• INSTRUCTIONS FOR THE TASK:
Pictures stay out; everything else in the records below gets copied exactly.

• DATASET RECORDS:
___
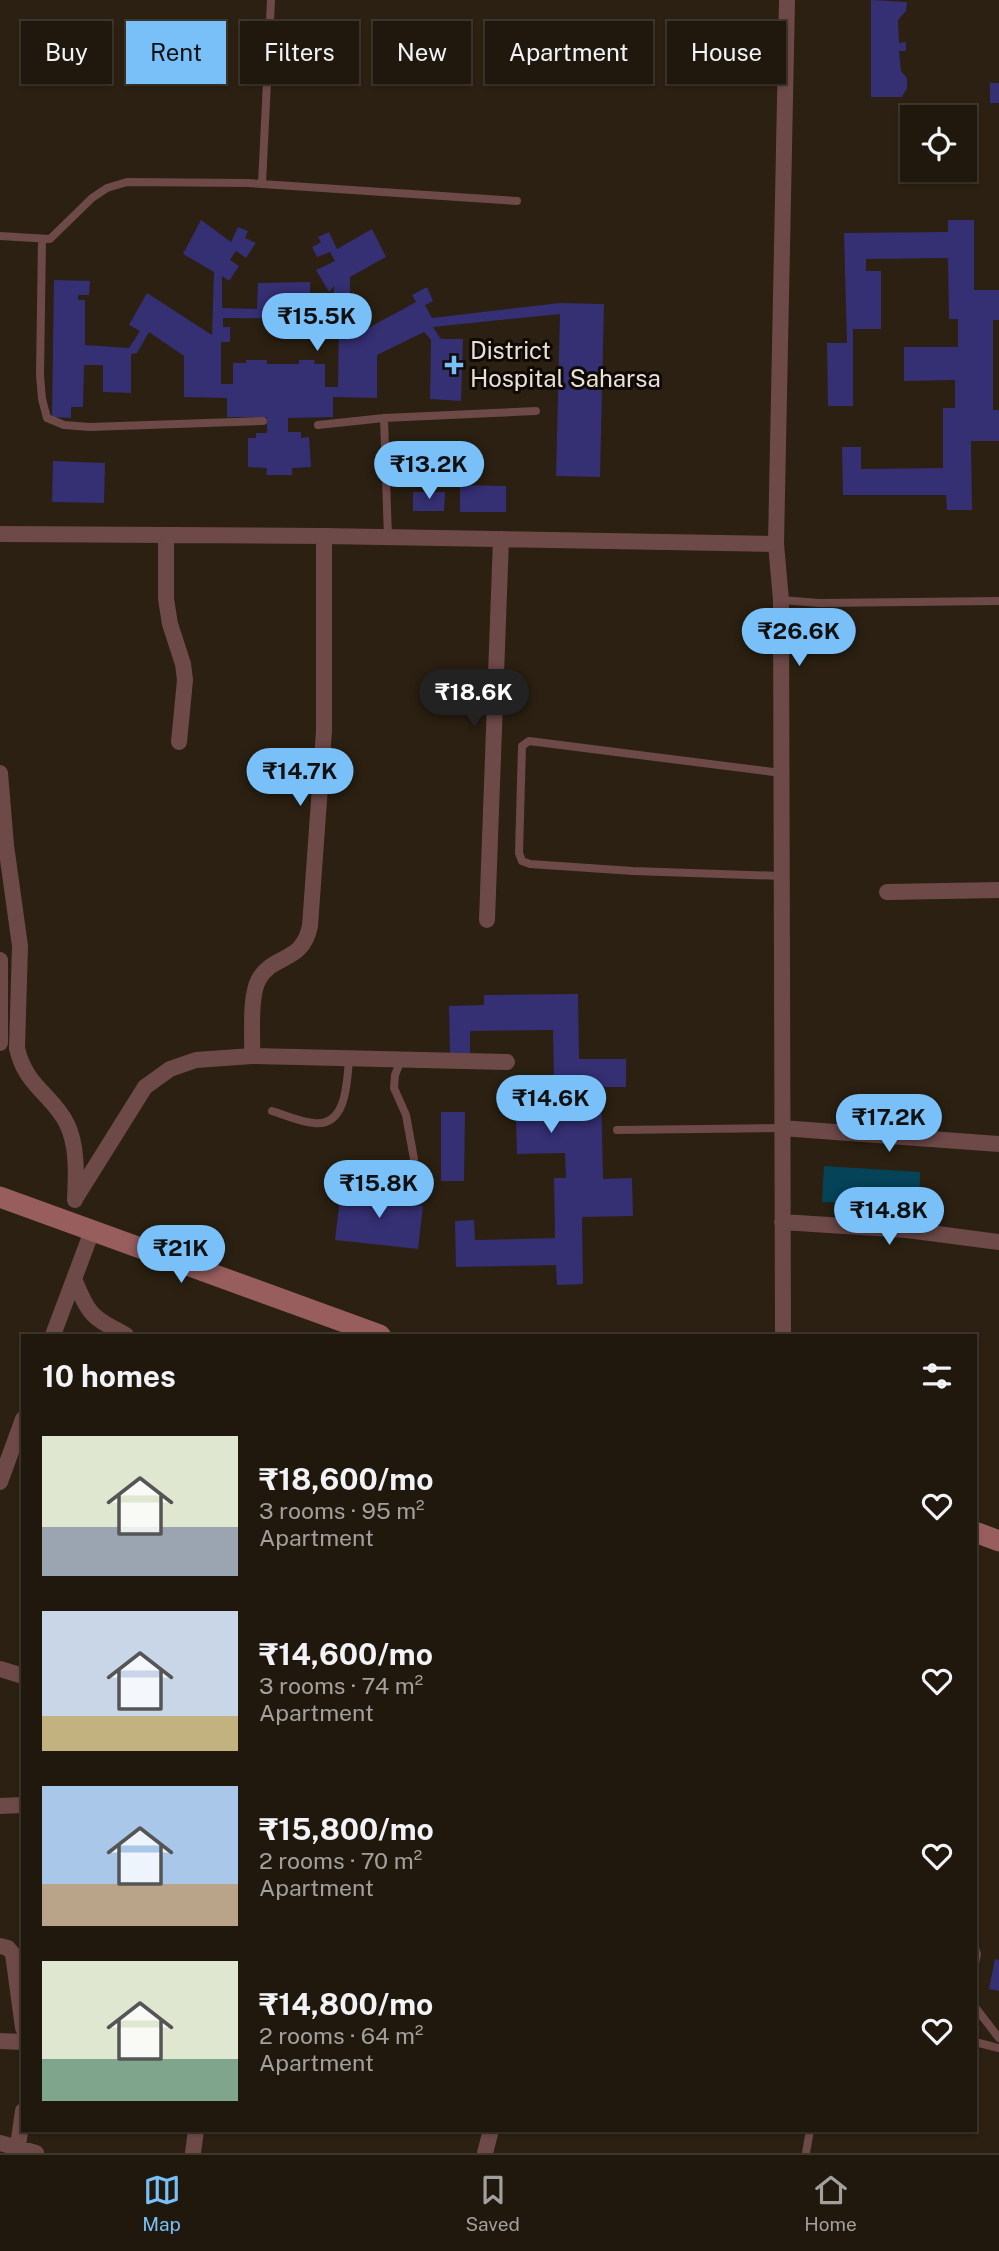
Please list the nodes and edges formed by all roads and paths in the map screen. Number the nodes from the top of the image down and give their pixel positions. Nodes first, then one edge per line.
1 (271, 0) edge
2 (787, 0) edge
3 (262, 184) junction
4 (517, 201) dead end
5 (0, 236) edge
6 (42, 239) junction
7 (536, 411) dead end
8 (384, 418) junction
9 (262, 421) dead end
10 (318, 425) dead end
11 (0, 534) edge
12 (166, 535) junction
13 (324, 536) junction
14 (388, 538) junction
15 (501, 539) junction
16 (776, 544) junction
17 (781, 600) junction
18 (999, 601) edge
19 (179, 742) dead end
20 (0, 773) edge
21 (781, 773) junction
22 (781, 876) junction
23 (999, 890) edge
24 (887, 892) dead end
25 (487, 920) dead end
26 (0, 960) edge
27 (0, 1043) edge
28 (252, 1056) junction
29 (349, 1059) junction
30 (401, 1060) junction
31 (507, 1062) dead end
32 (272, 1111) dead end
33 (781, 1128) junction
34 (617, 1130) dead end
35 (999, 1144) edge
36 (412, 1173) dead end
37 (75, 1199) junction
38 (1, 1201) edge
39 (782, 1222) junction
40 (83, 1228) junction
41 (999, 1242) edge
42 (74, 1279) junction
43 (53, 1334) edge
44 (124, 1334) edge
45 (377, 1334) edge
46 (783, 1334) edge
47 (21, 1424) edge
48 (0, 1482) edge
49 (977, 1533) edge
50 (999, 1541) edge
51 (0, 1669) edge
52 (21, 1675) edge
53 (21, 1805) edge
54 (0, 1806) edge
55 (0, 1945) edge
56 (977, 2010) edge
57 (21, 2013) edge
58 (999, 2038) edge
59 (0, 2041) edge
60 (21, 2042) edge
61 (977, 2042) edge
62 (999, 2048) edge
63 (21, 2126) edge
64 (196, 2132) edge
65 (490, 2132) edge
66 (810, 2132) edge
67 (0, 2143) edge
68 (18, 2150) edge
69 (36, 2153) edge
70 (194, 2153) edge
71 (485, 2153) edge
72 (806, 2153) edge

1 - 3 lane
2 - 16 street
3 - 4 lane
3 - 6 lane
5 - 6 lane
6 - 9 lane
7 - 8 lane
8 - 10 lane
8 - 14 lane
11 - 12 street
12 - 13 street
12 - 19 street
13 - 14 street
13 - 28 street
14 - 15 street
15 - 16 street
15 - 25 street
16 - 17 street
17 - 18 lane
17 - 21 street
20 - 37 street
21 - 22 street
21 - 22 lane
22 - 33 street
23 - 24 street
26 - 27 street
28 - 29 street
28 - 37 street
29 - 30 street
29 - 32 lane
30 - 31 street
30 - 36 lane
33 - 34 lane
33 - 35 street
33 - 39 street
37 - 40 street
38 - 40 street
39 - 41 street
39 - 46 street
40 - 42 street
40 - 45 street
42 - 43 street
42 - 44 street
47 - 48 street
49 - 50 street
51 - 52 street
53 - 54 street
55 - 57 street
56 - 58 lane
59 - 60 street
61 - 62 lane
63 - 68 street
64 - 70 street
65 - 71 street
66 - 72 lane
67 - 68 street
68 - 69 street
___
• REPLY TO THE TASK:
Please list the nodes and edges formed by all roads and paths in the map screen. Number the nodes from the top of the image down and give their pixel positions. Nodes first, then one edge per line.
1 (271, 0) edge
2 (787, 0) edge
3 (262, 184) junction
4 (517, 201) dead end
5 (0, 236) edge
6 (42, 239) junction
7 (536, 411) dead end
8 (384, 418) junction
9 (262, 421) dead end
10 (318, 425) dead end
11 (0, 534) edge
12 (166, 535) junction
13 (324, 536) junction
14 (388, 538) junction
15 (501, 539) junction
16 (776, 544) junction
17 (781, 600) junction
18 (999, 601) edge
19 (179, 742) dead end
20 (0, 773) edge
21 (781, 773) junction
22 (781, 876) junction
23 (999, 890) edge
24 (887, 892) dead end
25 (487, 920) dead end
26 (0, 960) edge
27 (0, 1043) edge
28 (252, 1056) junction
29 (349, 1059) junction
30 (401, 1060) junction
31 (507, 1062) dead end
32 (272, 1111) dead end
33 (781, 1128) junction
34 (617, 1130) dead end
35 (999, 1144) edge
36 (412, 1173) dead end
37 (75, 1199) junction
38 (1, 1201) edge
39 (782, 1222) junction
40 (83, 1228) junction
41 (999, 1242) edge
42 (74, 1279) junction
43 (53, 1334) edge
44 (124, 1334) edge
45 (377, 1334) edge
46 (783, 1334) edge
47 (21, 1424) edge
48 (0, 1482) edge
49 (977, 1533) edge
50 (999, 1541) edge
51 (0, 1669) edge
52 (21, 1675) edge
53 (21, 1805) edge
54 (0, 1806) edge
55 (0, 1945) edge
56 (977, 2010) edge
57 (21, 2013) edge
58 (999, 2038) edge
59 (0, 2041) edge
60 (21, 2042) edge
61 (977, 2042) edge
62 (999, 2048) edge
63 (21, 2126) edge
64 (196, 2132) edge
65 (490, 2132) edge
66 (810, 2132) edge
67 (0, 2143) edge
68 (18, 2150) edge
69 (36, 2153) edge
70 (194, 2153) edge
71 (485, 2153) edge
72 (806, 2153) edge

1 - 3 lane
2 - 16 street
3 - 4 lane
3 - 6 lane
5 - 6 lane
6 - 9 lane
7 - 8 lane
8 - 10 lane
8 - 14 lane
11 - 12 street
12 - 13 street
12 - 19 street
13 - 14 street
13 - 28 street
14 - 15 street
15 - 16 street
15 - 25 street
16 - 17 street
17 - 18 lane
17 - 21 street
20 - 37 street
21 - 22 street
21 - 22 lane
22 - 33 street
23 - 24 street
26 - 27 street
28 - 29 street
28 - 37 street
29 - 30 street
29 - 32 lane
30 - 31 street
30 - 36 lane
33 - 34 lane
33 - 35 street
33 - 39 street
37 - 40 street
38 - 40 street
39 - 41 street
39 - 46 street
40 - 42 street
40 - 45 street
42 - 43 street
42 - 44 street
47 - 48 street
49 - 50 street
51 - 52 street
53 - 54 street
55 - 57 street
56 - 58 lane
59 - 60 street
61 - 62 lane
63 - 68 street
64 - 70 street
65 - 71 street
66 - 72 lane
67 - 68 street
68 - 69 street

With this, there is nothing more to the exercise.